In the last few years, I’ve started my primary beekeeping management activities around mid-March. This year, the weather was so horrendous that I did not get a good start until March 31. Since then, it’s been a 5 star Spring. I have created about 80% of the Nuc’s that I plan to do this year, gotten supers on all hives and done various other management activities that are important at this time of year! I’m feeling good, but wary…
There are so many things to relate that I’ll never get it all in one post. But, I will start on ‘swarms’. I have had 4 swarms so far. Luckily, I was able to take advantage of two of them. During the first weekend in April, I decided to tackle the three full hives that I keep in my backyard. The first one that I opened had capped queen cells on frame TWO!!! Needless to say, I was not pleased. I went ahead and created a couple of Nuc’s with a few of them and made sure to leave several in the donor hive. While I was putting the hive back together, I glanced over at my ‘swarm tree’. It’s an evergreen where tons of my swarms seem to like to land. Lo and behold, there she was! A big fat swarm, sitting there on the tree! After finishing with the hive, I dropped that baby into a box and let her roll.
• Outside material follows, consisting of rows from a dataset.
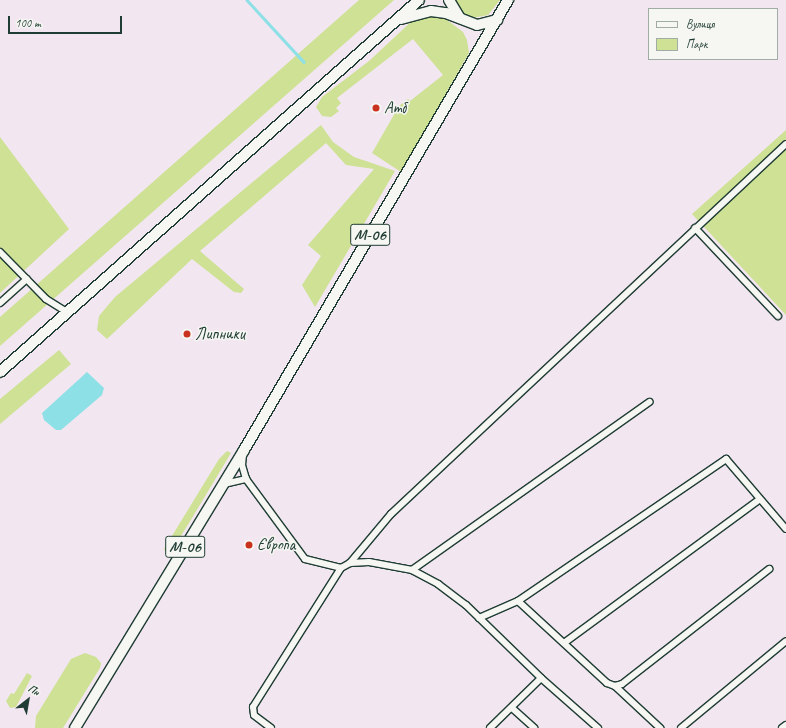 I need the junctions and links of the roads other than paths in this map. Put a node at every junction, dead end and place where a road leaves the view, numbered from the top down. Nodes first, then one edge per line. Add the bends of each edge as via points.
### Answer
1 (419, 0) edge
2 (449, 0) edge
3 (508, 0) edge
4 (396, 20) junction
5 (462, 20) junction
6 (497, 20) junction
7 (786, 144) edge
8 (695, 228) junction
9 (0, 252) edge
10 (27, 279) junction
11 (0, 303) edge
12 (68, 313) junction
13 (778, 316) dead end
14 (0, 372) edge
15 (649, 402) dead end
16 (244, 450) junction
17 (246, 479) junction
18 (224, 484) junction
19 (759, 500) junction
20 (786, 529) edge
21 (350, 563) junction
22 (341, 568) junction
23 (769, 569) dead end
24 (412, 570) junction
25 (518, 601) junction
26 (479, 618) junction
27 (786, 641) edge
28 (564, 643) junction
29 (541, 678) junction
30 (615, 686) junction
31 (512, 708) junction
32 (786, 725) edge
33 (75, 728) edge
34 (271, 728) edge
35 (490, 728) edge
36 (534, 728) edge
37 (598, 728) edge
38 (660, 728) edge
39 (680, 728) edge
40 (782, 728) edge

1 - 4 highway
2 - 5 highway
3 - 6 highway, М-06
4 - 5 highway via 430,11 446,13
4 - 12 highway
5 - 6 highway via 477,25
6 - 16 highway, М-06
7 - 8 street
8 - 13 street
8 - 21 street via 391,514
9 - 10 street
10 - 11 street
10 - 12 street via 46,299
12 - 14 highway
15 - 24 street
16 - 17 street via 242,465
16 - 18 highway, М-06
17 - 18 street
17 - 22 street via 305,559
18 - 33 highway, М-06
19 - 20 street
19 - 25 street via 726,459
19 - 28 street
21 - 22 street
21 - 24 street via 369,562
22 - 34 street via 252,707 254,714
23 - 30 street via 622,684
24 - 26 street via 452,593
25 - 26 street
25 - 28 street
26 - 29 street
27 - 39 street
28 - 30 street via 607,683
29 - 31 street
29 - 37 street
30 - 38 street
31 - 35 street
31 - 36 street
32 - 40 street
One down.
The next hive looked great – I created a couple of Nucs off of this one too and set it back up with some drawn foundation for an eventual move to the country later in April. The third one was the wildest, however. It also had a bit of a learning experience for me.
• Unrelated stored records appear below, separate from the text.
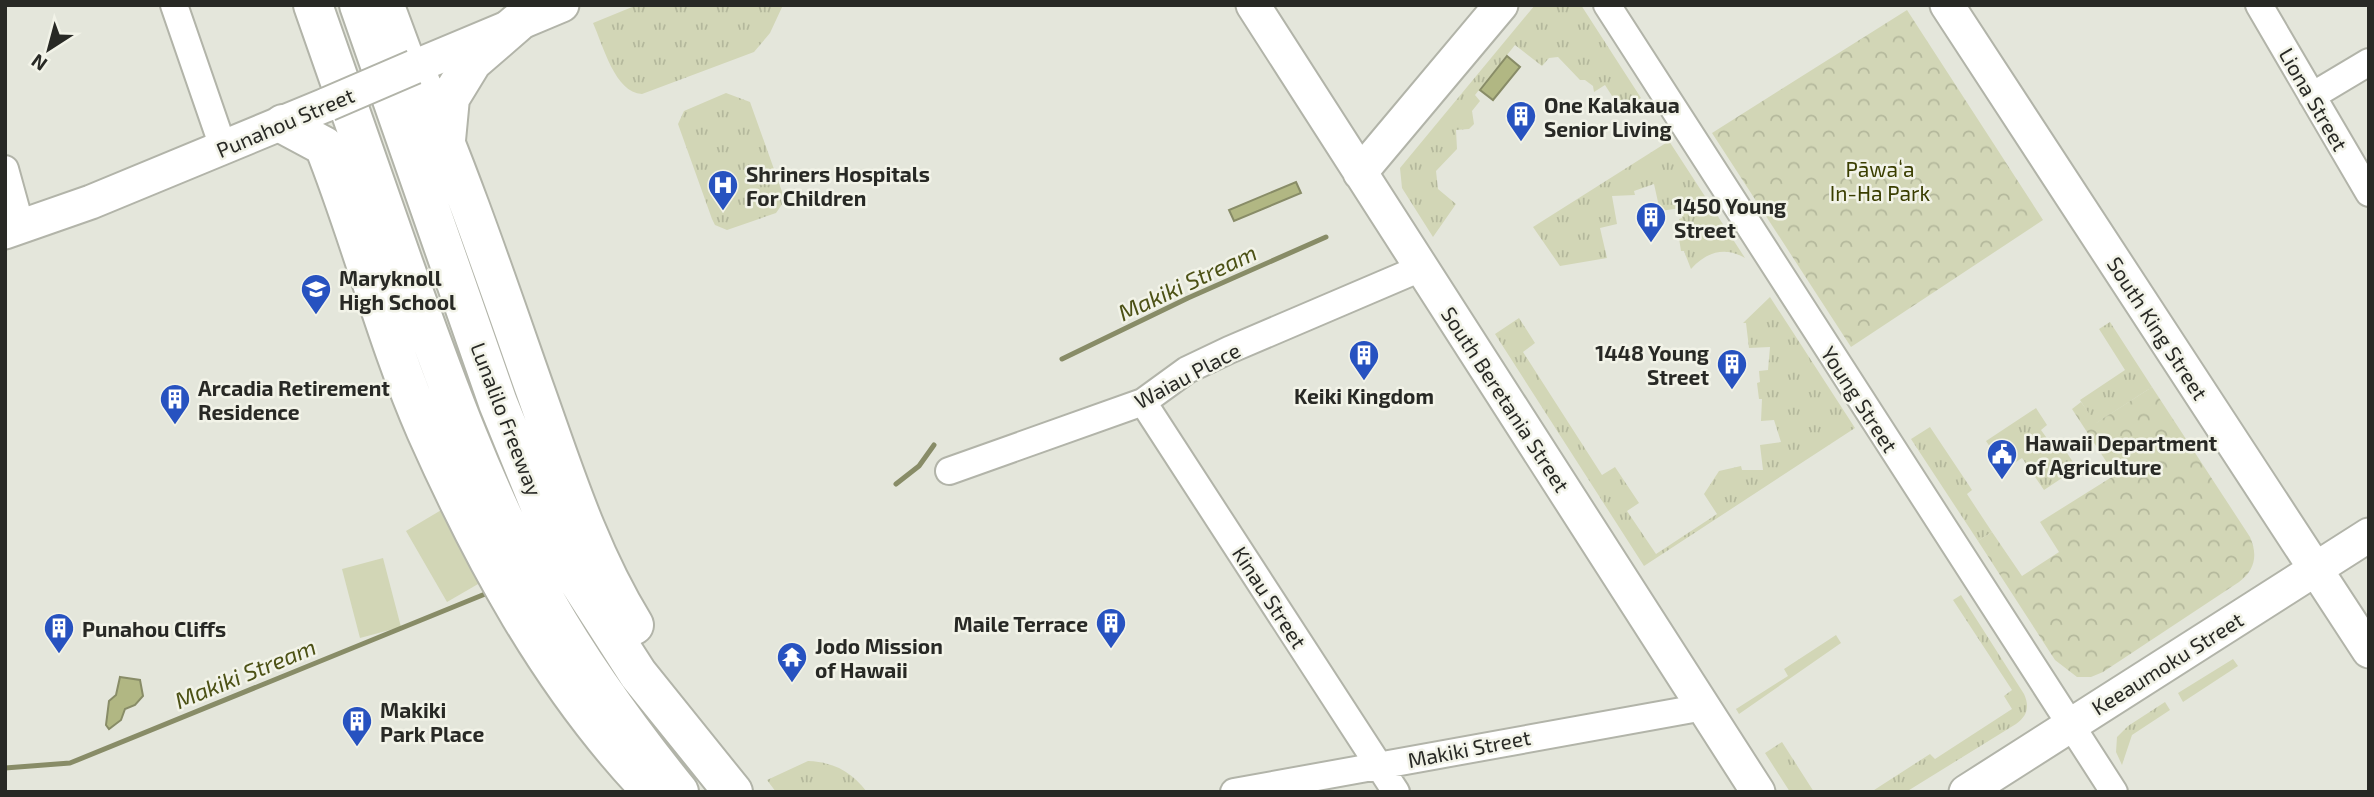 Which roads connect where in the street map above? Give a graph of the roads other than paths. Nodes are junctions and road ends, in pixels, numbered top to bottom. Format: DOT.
graph roads {
  1 [pos="174,5"];
  2 [pos="313,5"];
  3 [pos="359,5"];
  4 [pos="391,5"];
  5 [pos="562,5"];
  6 [pos="1253,5"];
  7 [pos="1501,5"];
  8 [pos="1607,5"];
  9 [pos="1947,5"];
  10 [pos="2259,5"];
  11 [pos="517,23"];
  12 [pos="2369,62"];
  13 [pos="414,67"];
  14 [pos="2312,96"];
  15 [pos="283,124"];
  16 [pos="446,141"];
  17 [pos="223,148"];
  18 [pos="5,169"];
  19 [pos="1360,173"];
  20 [pos="2369,193"];
  21 [pos="13,229"];
  22 [pos="1422,268"];
  23 [pos="1143,402"];
  24 [pos="949,471"];
  25 [pos="2369,535"];
  26 [pos="2315,569"];
  27 [pos="2369,651"];
  28 [pos="1704,707"];
  29 [pos="2070,724"];
  30 [pos="1380,765"];
  31 [pos="653,792"];
  32 [pos="679,792"];
  33 [pos="733,792"];
  34 [pos="740,792"];
  35 [pos="1234,792"];
  36 [pos="1396,792"];
  37 [pos="1758,792"];
  38 [pos="1966,792"];
  39 [pos="2114,792"];
  1 -- 17 [label="street"];
  2 -- 32 [label="highway, Lunalilo Freeway"];
  3 -- 33 [label="highway, Lunalilo Freeway"];
  4 -- 13 [label="street"];
  5 -- 11 [label="main road, Punahou Street"];
  6 -- 19 [label="main road, South Beretania Street"];
  7 -- 19 [label="main road"];
  8 -- 29 [label="street, Young Street"];
  9 -- 26 [label="main road, South King Street"];
  10 -- 14 [label="street, Liona Street"];
  11 -- 13 [label="main road, Punahou Street"];
  11 -- 16 [label="highway"];
  12 -- 14 [label="street"];
  13 -- 15 [label="main road, Punahou Street, bridge"];
  13 -- 16 [label="highway"];
  14 -- 20 [label="street, Liona Street"];
  15 -- 17 [label="main road, Punahou Street"];
  15 -- 31 [label="highway"];
  16 -- 34 [label="highway"];
  17 -- 21 [label="main road, Punahou Street"];
  18 -- 21 [label="street"];
  19 -- 22 [label="main road, South Beretania Street"];
  22 -- 23 [label="street, Waiau Place"];
  22 -- 28 [label="main road, South Beretania Street"];
  23 -- 24 [label="street, Waiau Place"];
  23 -- 30 [label="street, Kinau Street"];
  25 -- 26 [label="main road, Keeaumoku Street"];
  26 -- 27 [label="main road, South King Street"];
  26 -- 29 [label="main road, Keeaumoku Street"];
  28 -- 30 [label="street, Makiki Street"];
  28 -- 37 [label="main road, South Beretania Street"];
  29 -- 38 [label="main road, Keeaumoku Street"];
  29 -- 39 [label="street, Young Street"];
  30 -- 35 [label="street, Makiki Street"];
  30 -- 36 [label="street, Kinau Street"];
}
The second I opened the last full hive in my backyard, bees started to pour out of it. Primarily out of the entrance, but some out of the top. In my experience, this typically means that I’m about to get lit up by a cranky hive. I braced myself….but nothing. I kept waiting, as I watched them pouring out of the hive like it was on fire. Hoping nothing was wrong, I went back to the inspection. It finally occurred to me that these bees were swarming right now! The air was alive with bees and a low hum. I kept an eye on them as I went through the hive to find swarm cells.
Now, this is the interesting part – I found a few queen cups with royal jelly in them, but none were extended much less capped. I had been told that the bees swarm when the cells are capped – this is clearly not the case. I’ve definitely seen the queen STILL in the hive with capped cells (so, they were going to swarm well after capping) and now I found them swarming well before the cells are capped. As with everything to do with bees, the rules are simply not ‘black and white.’
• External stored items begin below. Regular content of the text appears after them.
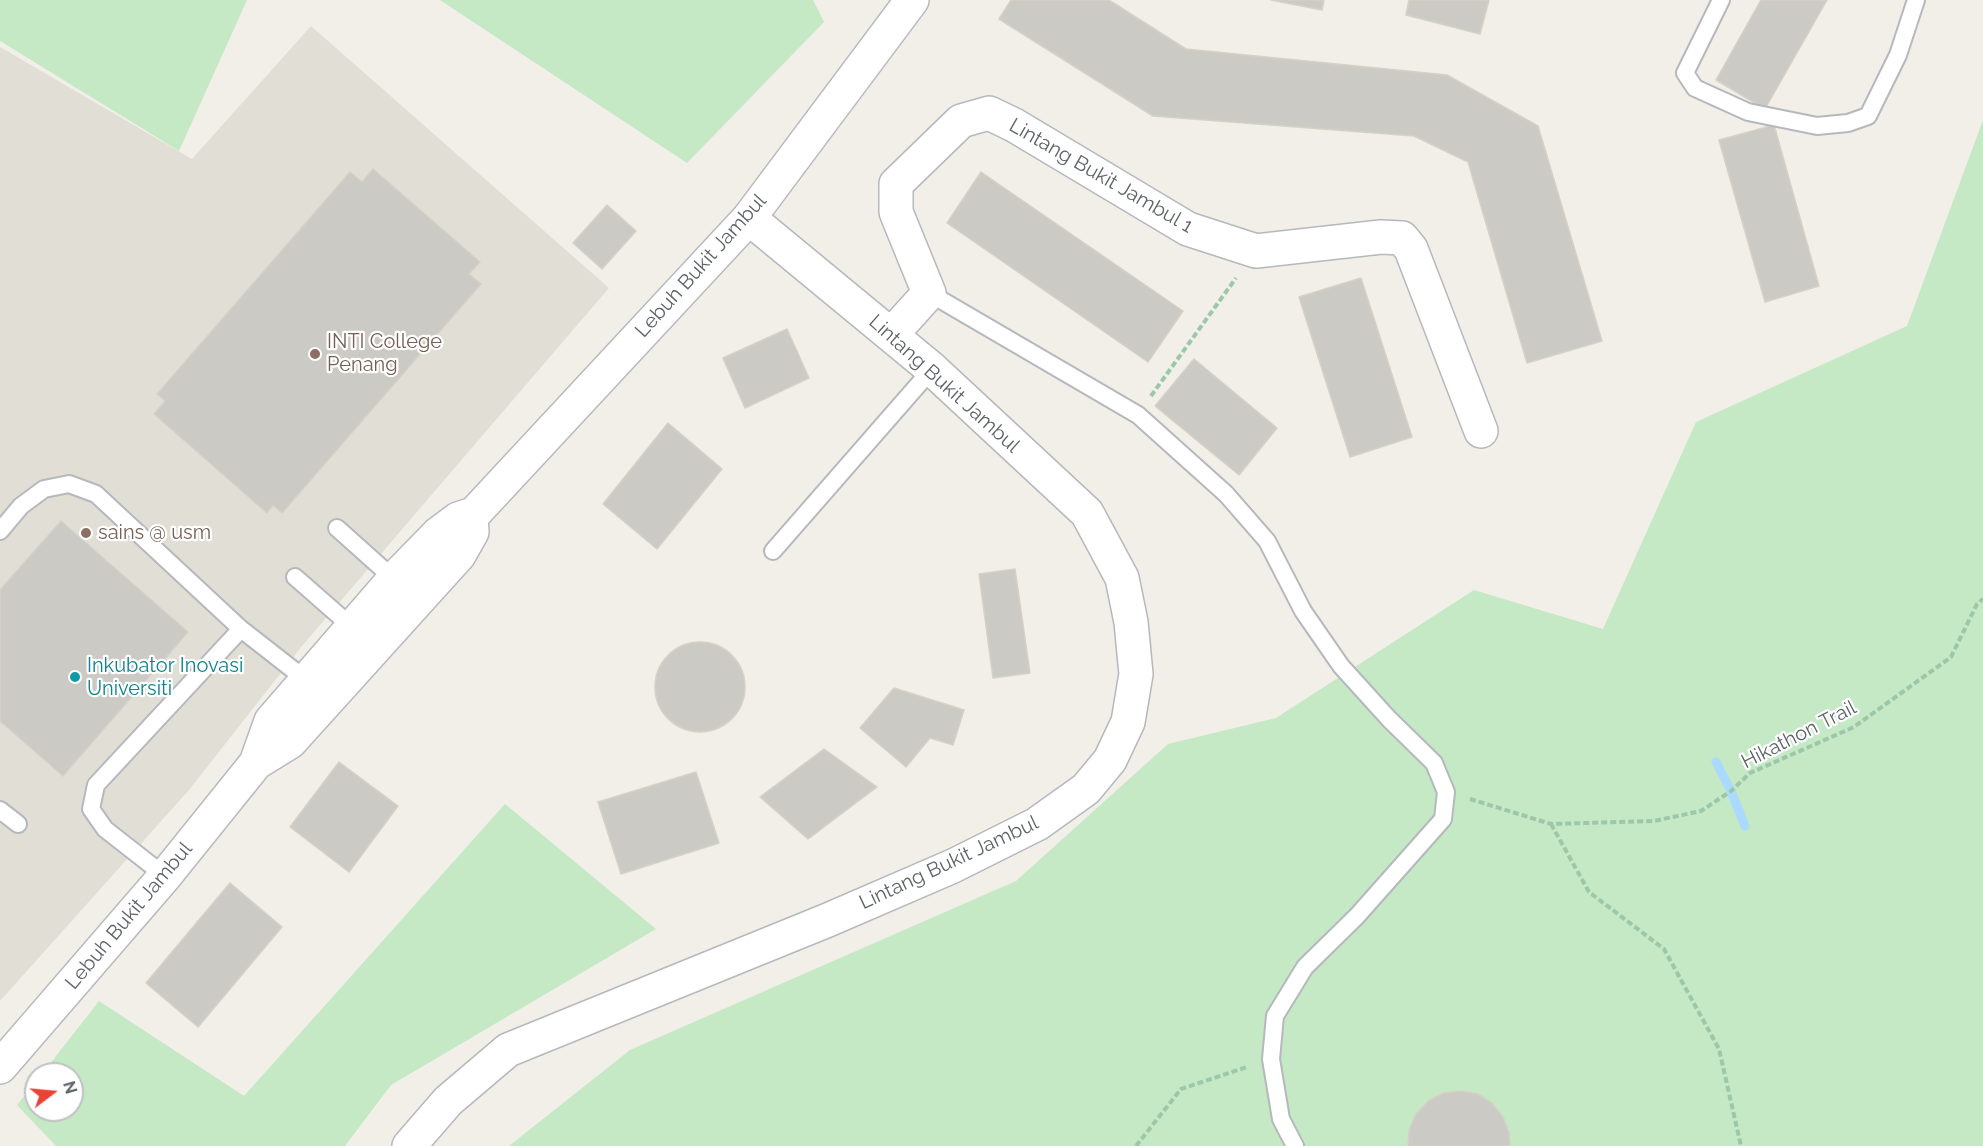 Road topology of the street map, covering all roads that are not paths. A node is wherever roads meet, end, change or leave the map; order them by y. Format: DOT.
graph roads {
  1 [pos="912,0"];
  2 [pos="1721,0"];
  3 [pos="1916,0"];
  4 [pos="748,218"];
  5 [pos="929,292"];
  6 [pos="891,335"];
  7 [pos="932,369"];
  8 [pos="1481,431"];
  9 [pos="471,517"];
  10 [pos="337,528"];
  11 [pos="0,531"];
  12 [pos="773,551"];
  13 [pos="295,577"];
  14 [pos="394,579"];
  15 [pos="352,627"];
  16 [pos="241,629"];
  17 [pos="305,680"];
  18 [pos="256,763"];
  19 [pos="0,810"];
  20 [pos="18,824"];
  21 [pos="165,876"];
  22 [pos="0,1067"];
  23 [pos="409,1146"];
  24 [pos="1295,1146"];
  1 -- 4 [label="street, Lebuh Bukit Jambul"];
  2 -- 3 [label="lane"];
  4 -- 6 [label="street, Lintang Bukit Jambul"];
  4 -- 9 [label="street, Lebuh Bukit Jambul"];
  5 -- 6 [label="street"];
  5 -- 8 [label="street, Lintang Bukit Jambul 1"];
  5 -- 24 [label="lane"];
  6 -- 7 [label="street, Lintang Bukit Jambul"];
  7 -- 12 [label="lane"];
  7 -- 23 [label="street, Lintang Bukit Jambul"];
  9 -- 14 [label="street, Lebuh Bukit Jambul"];
  9 -- 18 [label="street, Lebuh Bukit Jambul"];
  10 -- 14 [label="lane"];
  11 -- 16 [label="lane"];
  13 -- 15 [label="lane"];
  14 -- 15 [label="street, Lebuh Bukit Jambul"];
  15 -- 17 [label="street, Lebuh Bukit Jambul"];
  16 -- 17 [label="lane"];
  16 -- 21 [label="lane"];
  17 -- 18 [label="street, Lebuh Bukit Jambul"];
  18 -- 21 [label="street, Lebuh Bukit Jambul"];
  19 -- 20 [label="lane"];
  21 -- 22 [label="street, Lebuh Bukit Jambul"];
}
That swarm landed nearby and was easily captured too. The other two hives that swarmed (I’m pretty sure one was actually a supercedure, based on the low amount of bees in the hive, one open queen cell and the few capped brood about) did so outside of my view. Regardless, I’m pretty happy about how things are progressing. I’ve been in tons of strong hives that were used to create Nuc’s and now have 1 or 2 honey supers on them.
There have been tons of other adventures (and a few weak hives that I’m watching), but that’s it for now.